2.1. Study Population
Subjects were men and non-lactating women ages 18 to 65 years who met DSM-IV (American Psychiatric Assocation, 1994) criteria for schizophrenia and were experiencing an acute relapse. Other primary inclusion criteria were: (a) a total score ≥60 on the Positive and Negative Syndrome Scale (PANSS) (Kay et al., 1987) with a score of at least 4 (i.e., moderate severity) on any two of the four items that constitute the PANSS psychotic items subscale at the time of the baseline visit; (b) a history of previous response to antipsychotic medication (excluding clozapine) and not considered refractory to FGAs; (c) a history of continuous outpatient treatment for at least one 3-month period during the previous year; and (d) medically stable as determined by physical examination, electrocardiogram (ECG), and routine laboratory testing (including pregnancy test, serum chemistries and urine toxicology). Exclusion criteria were: (a) currently in the FE of schizophrenia (i.e., first instance of symptoms of schizophrenia); (b) currently or recently (i.e., < 1 month) meeting DSM-IV (American Psychiatric Assocation, 1994) criteria for substance dependence; (c) previous participation in an aripiprazole study or receipt of an investigational medication within 4 weeks of the initial study visit; (d) presence of suicidal ideation or considered by an investigator to be at significant suicide risk; (e) considered likely to require prohibited concomitant medications during the time of study participation; and (f) presence of a psychiatric or neurological disorder (other than schizophrenia, medication-induced acute EPS or tardive dyskinesia [TD]) requiring current pharmacotherapy.
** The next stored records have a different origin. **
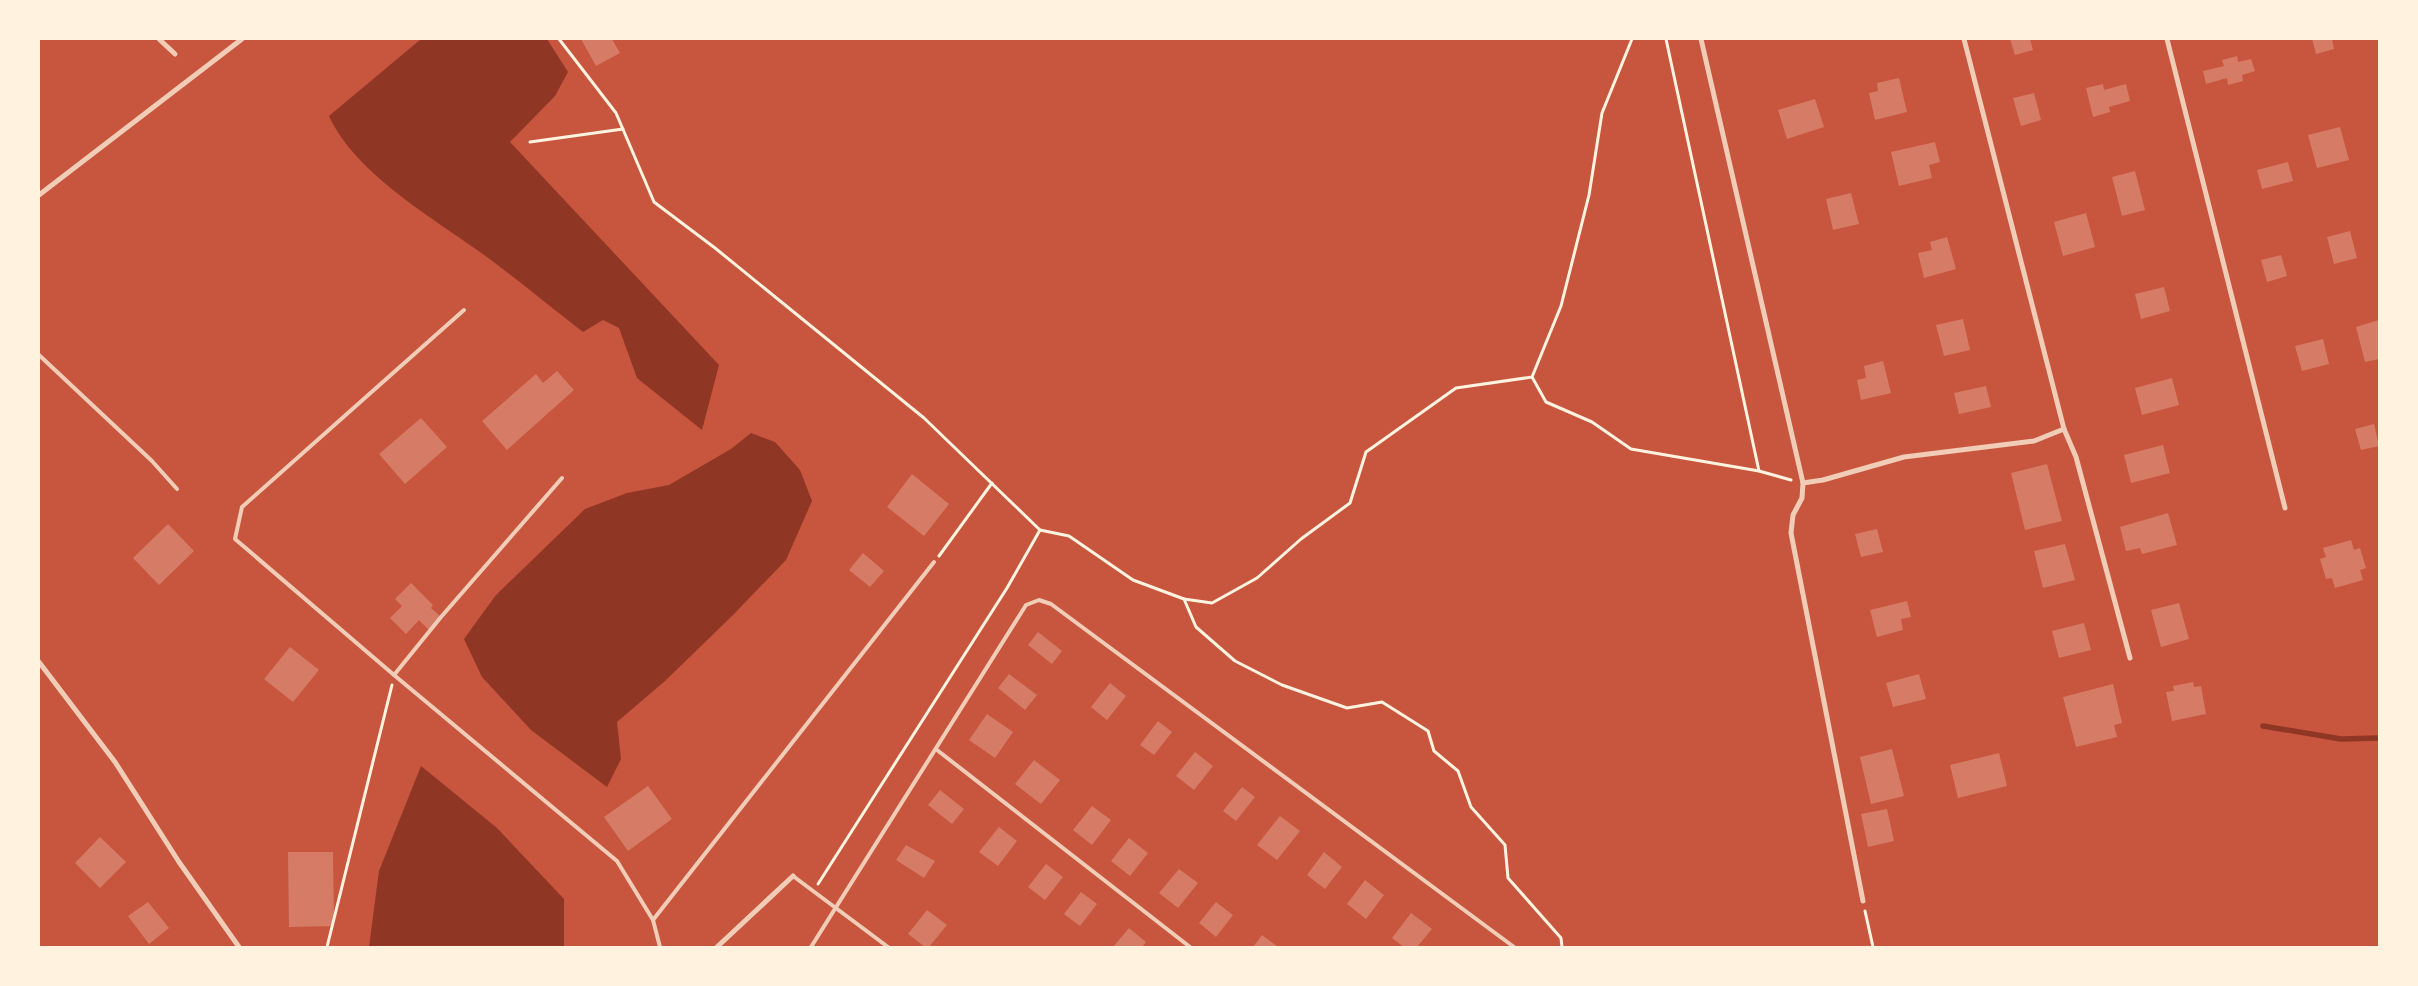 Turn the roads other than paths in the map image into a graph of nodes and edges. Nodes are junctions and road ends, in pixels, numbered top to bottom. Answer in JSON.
{"nodes":[{"id":1,"x":158,"y":39,"type":"edge"},
{"id":2,"x":242,"y":39,"type":"edge"},
{"id":3,"x":1702,"y":39,"type":"edge"},
{"id":4,"x":1964,"y":39,"type":"edge"},
{"id":5,"x":2167,"y":39,"type":"edge"},
{"id":6,"x":175,"y":54,"type":"dead end"},
{"id":7,"x":39,"y":195,"type":"edge"},
{"id":8,"x":464,"y":310,"type":"dead end"},
{"id":9,"x":39,"y":355,"type":"edge"},
{"id":10,"x":2064,"y":430,"type":"junction"},
{"id":11,"x":562,"y":478,"type":"dead end"},
{"id":12,"x":1803,"y":483,"type":"junction"},
{"id":13,"x":177,"y":489,"type":"dead end"},
{"id":14,"x":2285,"y":508,"type":"dead end"},
{"id":15,"x":934,"y":562,"type":"road end"},
{"id":16,"x":2130,"y":658,"type":"dead end"},
{"id":17,"x":39,"y":662,"type":"edge"},
{"id":18,"x":394,"y":674,"type":"junction"},
{"id":19,"x":937,"y":750,"type":"junction"},
{"id":20,"x":793,"y":876,"type":"joint"},
{"id":21,"x":1863,"y":901,"type":"road end"},
{"id":22,"x":836,"y":908,"type":"junction"},
{"id":23,"x":653,"y":920,"type":"junction"},
{"id":24,"x":239,"y":947,"type":"edge"},
{"id":25,"x":660,"y":947,"type":"edge"},
{"id":26,"x":717,"y":947,"type":"edge"},
{"id":27,"x":811,"y":947,"type":"edge"},
{"id":28,"x":888,"y":947,"type":"edge"},
{"id":29,"x":1190,"y":947,"type":"edge"},
{"id":30,"x":1514,"y":947,"type":"edge"}],
"edges":[{"from":1,"to":6,"type":"street"},
{"from":2,"to":7,"type":"street"},
{"from":3,"to":12,"type":"street"},
{"from":4,"to":10,"type":"street"},
{"from":5,"to":14,"type":"street"},
{"from":8,"to":18,"type":"lane"},
{"from":9,"to":13,"type":"lane"},
{"from":10,"to":12,"type":"street"},
{"from":10,"to":16,"type":"street"},
{"from":11,"to":18,"type":"lane"},
{"from":12,"to":21,"type":"street"},
{"from":15,"to":23,"type":"lane"},
{"from":17,"to":24,"type":"street"},
{"from":18,"to":23,"type":"lane"},
{"from":19,"to":22,"type":"lane"},
{"from":19,"to":29,"type":"lane"},
{"from":19,"to":30,"type":"lane"},
{"from":20,"to":22,"type":"lane"},
{"from":20,"to":26,"type":"street"},
{"from":22,"to":27,"type":"lane"},
{"from":22,"to":28,"type":"lane"},
{"from":23,"to":25,"type":"lane"}]}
For the purposes of this post hoc analysis, ESS patients (n=360; Fig. 1) were defined by the following criteria, which were adapted from Sanger et al. (Sanger et al., 1999), in order to maintain consistency in the study of an early-stage subgroup of patients from a larger clinical trial: 1) duration of illness ≤5 years at time of enrollment, 2) age at onset of illness ≤40 years-old, and 3) not in the FE of psychosis (as defined above).
2.2. Intervention
After at least 5 days of placebo washout (or one depot cycle plus one week for subjects who had been taking depot antipsychotic medications), patients were randomized in a 2:1 ratio to two treatment arms: aripiprazole (30mg/day) or haloperidol (5mg/day for 3 days, then 10mg/day thereafter). Randomization numbers were assigned according to a permuted-block schedule, with blocking by study center. The washout period was shortened for those subjects whose mental state was judged to have deteriorated to the point of being harmful to their well-being. After one week, a one-time dose reduction was allowed based on tolerability to aripiprazole 20mg/day or haloperidol 7mg/day. Patients were followed for up to 52 weeks. No additional psychotropic medications were allowed, with the exception of oral benzodiazapines prescribed for anxiety or insomnia, and intramascular benzodiazapines prescribed for emerging agitation, up to a maximum of 4mg/day in lorazepam equivalents. Additionally, antiparkinsonian medications for the treatment of EPS were not allowed during the placebo washout phase but were allowed during the double-blind phase of the trial based on investigator judgment (≤6mg/day when benztropine was used).
2.3. Assessments
The primary outcome measure for this study was response rate, with response defined a priori as ≥50% improvement in PANSS total score, without a Clinical Global Impression-Improvement (CGI-I) (Guy, 1976b) score of 6 or 7; an adverse event of worsening schizophrenia; or a score of 5, 6 or 7 on any of the four PANSS psychotic items. In order to be considered a response, all of these criteria had to be met and maintained for at least 28 consecutive days. These criteria were chosen as they are the same criteria used in the parent study (Kasper et al., 2003), with the exception of the requirement for a ≥ 50% improvement in PANSS total score, which is more conservative than was used in the parent study (i.e., ≥ 20%). This more stringent response criterion was chosen a priori since this analysis involved a subpopulation from the parent study. Other efficacy measures included mean change from baseline to study endpoint in PANSS total score and in the PANSS positive, negative and general psychopathology symptom subscale scores; on the Montgomery-Asberg Depression Rating Scale (MADRS) (Montgomery and Asberg, 1979); and on the CGI-Severity (CGI-S) and CGI-I scales. Each scale was administered at weeks 1 through 8, 10, 12 and 14, and then every four weeks until week 52. Additional outcome measures were time to achieve response and time to discontinuation.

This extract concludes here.